During the work currently being done to revise the EQF categories, attention must be paid to ensuring that they correspond - not necessarily word for word, but in substance - with (future) national qualifications descriptions. As a result, the players developing the respective NQF would have a relatively free hand when supplying the details or underpinning the EQF categories in their own particular national context. This means they will particularly have to work toward making certain that the EQF categories allow competence to be shown and that school-based/academic and vocational qualifications and competences are given space.

Once this has been ensured, a national framework can certainly differ from the European meta-framework. As a look at the qualifications frameworks developed by England, Ireland and Scotland shows, NQFs can vary considerably, even when the systems are very similar: These systems work respectively with 8, 10 and12 levels. They either do not make any horizontal distinctions between competence dimensions at all, or they describe eight or just five dimensions. The job at national level is to specify the objectives targeted by the creation of a national qualifications framework, how qualifications are to be described in the future, which competence levels would consequently be sensible and appropriate, and how many levels appear to be necessary.

 

3. Vantage point of the target groups

All actors involved in education are potential users of an NQF. In the field of vocational education and training, this includes the federal and regional governments (Länder), social partners, enterprises, chambers, certification bodies, training providers and, last but not least, individuals.

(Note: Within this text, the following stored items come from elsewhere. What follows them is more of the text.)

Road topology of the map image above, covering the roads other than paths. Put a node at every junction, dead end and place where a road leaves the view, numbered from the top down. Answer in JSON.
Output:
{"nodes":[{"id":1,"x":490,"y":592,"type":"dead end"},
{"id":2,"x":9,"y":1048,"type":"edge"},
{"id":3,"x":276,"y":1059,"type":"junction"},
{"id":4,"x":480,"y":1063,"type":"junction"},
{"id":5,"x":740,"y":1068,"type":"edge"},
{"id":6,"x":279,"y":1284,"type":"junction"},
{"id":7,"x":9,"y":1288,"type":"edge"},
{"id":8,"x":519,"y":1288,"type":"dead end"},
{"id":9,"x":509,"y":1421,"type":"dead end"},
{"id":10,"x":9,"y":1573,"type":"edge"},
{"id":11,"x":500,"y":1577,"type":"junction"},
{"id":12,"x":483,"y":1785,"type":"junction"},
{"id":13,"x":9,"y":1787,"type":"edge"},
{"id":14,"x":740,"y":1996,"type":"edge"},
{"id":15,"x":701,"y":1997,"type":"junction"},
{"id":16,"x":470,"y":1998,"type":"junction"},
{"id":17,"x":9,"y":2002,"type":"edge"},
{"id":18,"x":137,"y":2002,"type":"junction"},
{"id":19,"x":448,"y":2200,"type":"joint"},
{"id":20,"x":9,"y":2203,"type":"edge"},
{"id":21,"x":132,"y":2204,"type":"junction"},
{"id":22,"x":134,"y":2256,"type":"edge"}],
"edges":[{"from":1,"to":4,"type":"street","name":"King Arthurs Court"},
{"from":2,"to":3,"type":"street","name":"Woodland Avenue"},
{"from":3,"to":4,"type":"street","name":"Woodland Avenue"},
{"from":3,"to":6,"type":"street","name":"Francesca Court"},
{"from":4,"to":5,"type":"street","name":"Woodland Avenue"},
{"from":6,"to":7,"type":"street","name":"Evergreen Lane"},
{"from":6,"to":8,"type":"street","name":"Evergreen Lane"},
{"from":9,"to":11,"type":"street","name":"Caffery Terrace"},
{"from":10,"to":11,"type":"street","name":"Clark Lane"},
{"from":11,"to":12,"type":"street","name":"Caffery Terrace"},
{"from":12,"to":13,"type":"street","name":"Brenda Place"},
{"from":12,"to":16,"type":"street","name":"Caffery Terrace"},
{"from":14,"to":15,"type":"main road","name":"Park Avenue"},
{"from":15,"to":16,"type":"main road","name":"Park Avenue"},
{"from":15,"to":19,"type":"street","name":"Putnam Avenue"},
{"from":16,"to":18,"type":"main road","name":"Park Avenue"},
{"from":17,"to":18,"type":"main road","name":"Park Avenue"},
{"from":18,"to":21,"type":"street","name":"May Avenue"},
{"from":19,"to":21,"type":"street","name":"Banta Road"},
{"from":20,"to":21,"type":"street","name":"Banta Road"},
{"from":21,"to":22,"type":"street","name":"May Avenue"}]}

As an instrument, NQFs definitely have a variety of possible uses.In the education system, a competence-oriented reference framework should present education activities without regard to certificates, link them to one another and credit learning outcomes (including those that are informally acquired) in a way that incorporates all qualifications and education sectors. This could, for example, enable more flexible access and transitions within the vocational education and training system and facilitate permeability between the vocational education and training system and the tertiary education system as a result of reciprocal credit transfers.
Using an NQF, employers and employees could "decipher" or portray (as the case may be) desired or acquired qualifications which would be understood as "clusters of competences". Compared to formal certificates, the use of an NQF enables this to be done in a way that is much more tailored to actual needs and covers work experience as well. In particular, NQFs are about facilitating vertical and horizontal mobility in and between different economic sectors and the "decipherability" of existing competences.

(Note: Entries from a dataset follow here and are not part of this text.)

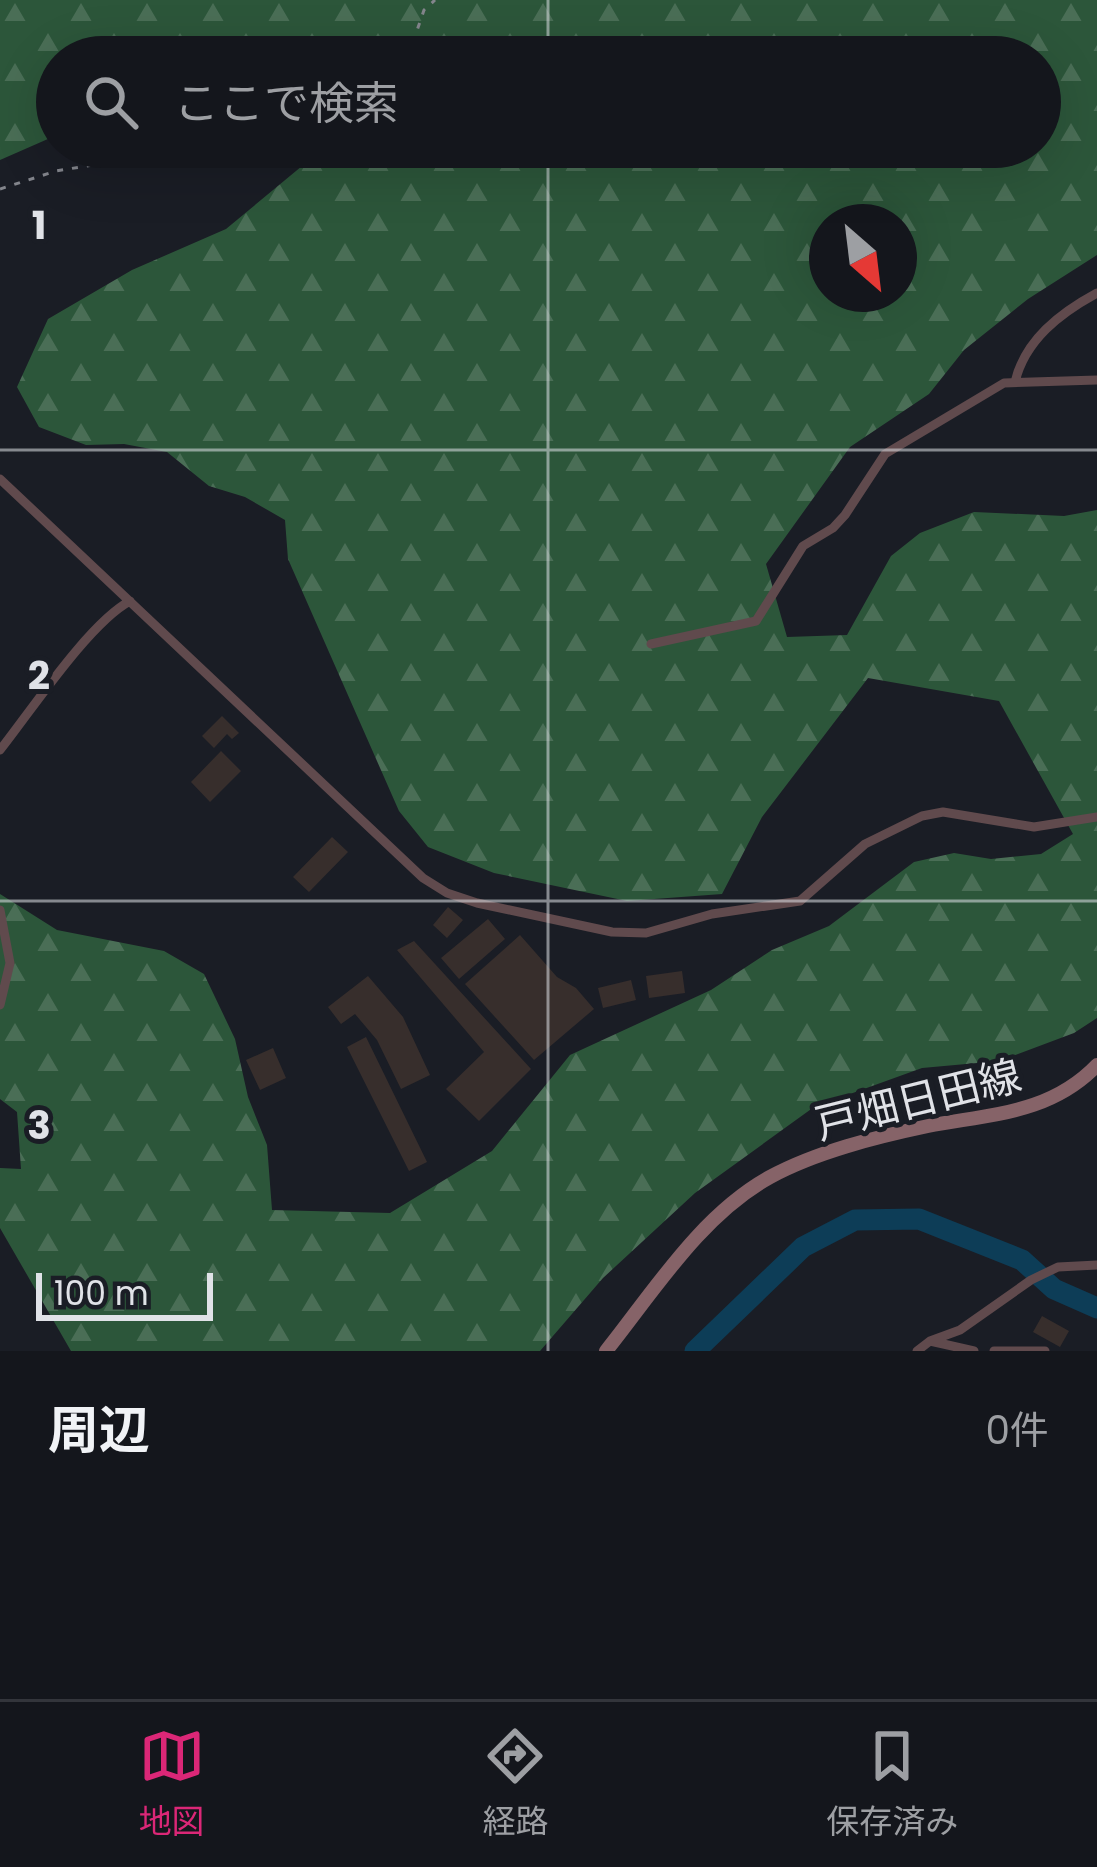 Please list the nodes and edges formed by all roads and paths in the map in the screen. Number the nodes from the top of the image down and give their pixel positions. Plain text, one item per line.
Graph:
1 (435, 0) edge
2 (415, 36) edge
3 (74, 168) edge
4 (0, 189) edge
5 (1097, 293) edge
6 (1097, 380) edge
7 (1015, 382) junction
8 (0, 479) edge
9 (130, 601) junction
10 (651, 644) dead end
11 (0, 750) edge
12 (1097, 817) edge
13 (0, 910) edge
14 (0, 1005) edge
15 (1097, 1065) edge
16 (1097, 1265) edge
17 (930, 1341) junction
18 (606, 1351) edge
19 (917, 1351) edge
20 (974, 1351) edge
21 (994, 1351) edge
22 (1045, 1351) edge

1 - 2 path
3 - 4 path
5 - 7 street
6 - 7 street
7 - 10 street
8 - 9 street
9 - 11 street
9 - 12 street
13 - 14 street
15 - 18 main road, 戸畑日田線
16 - 17 street
17 - 19 street
17 - 20 street
21 - 22 street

Target area/group Function
Education system Adequate portrayal of German certificates; permeability, lifelong learning
Employment system Mobility, flexibility
Employers "Decipherability" of competences; pin-pointed personnel recruitment and development
Individuals Recognition and crediting of learning outcomes; easier access to qualifications, shorter duration of education and training
NQFs: Target areas/target groups and functions

For the individual, NQFs are about supporting lifelong learning (among other things) by enabling easier access to acquiring initial qualification, by avoiding wasting time and dead-ends while acquiring qualifications, by linking formal and informal learning; they are also about ensuring that the education and employment systems are geared more to actual needs in connection with obtaining advanced qualification, changing jobs and the transparency of existing competences.

 

4. Aspects of the design

The following comments regarding the design of a national qualifications framework are based primarily on findings from a review of the first EQF draft that was conducted to determine the draft EQF's potential implications for the German vocational education and training system.6  The paradigm represented by vocational competence provides the point of departure for matching or describing qualifications. It is also assumed here that the work on developing an NQF also takes into account its compatibility with European qualifications framework mechanisms and rudimentary German qualifications framework structures.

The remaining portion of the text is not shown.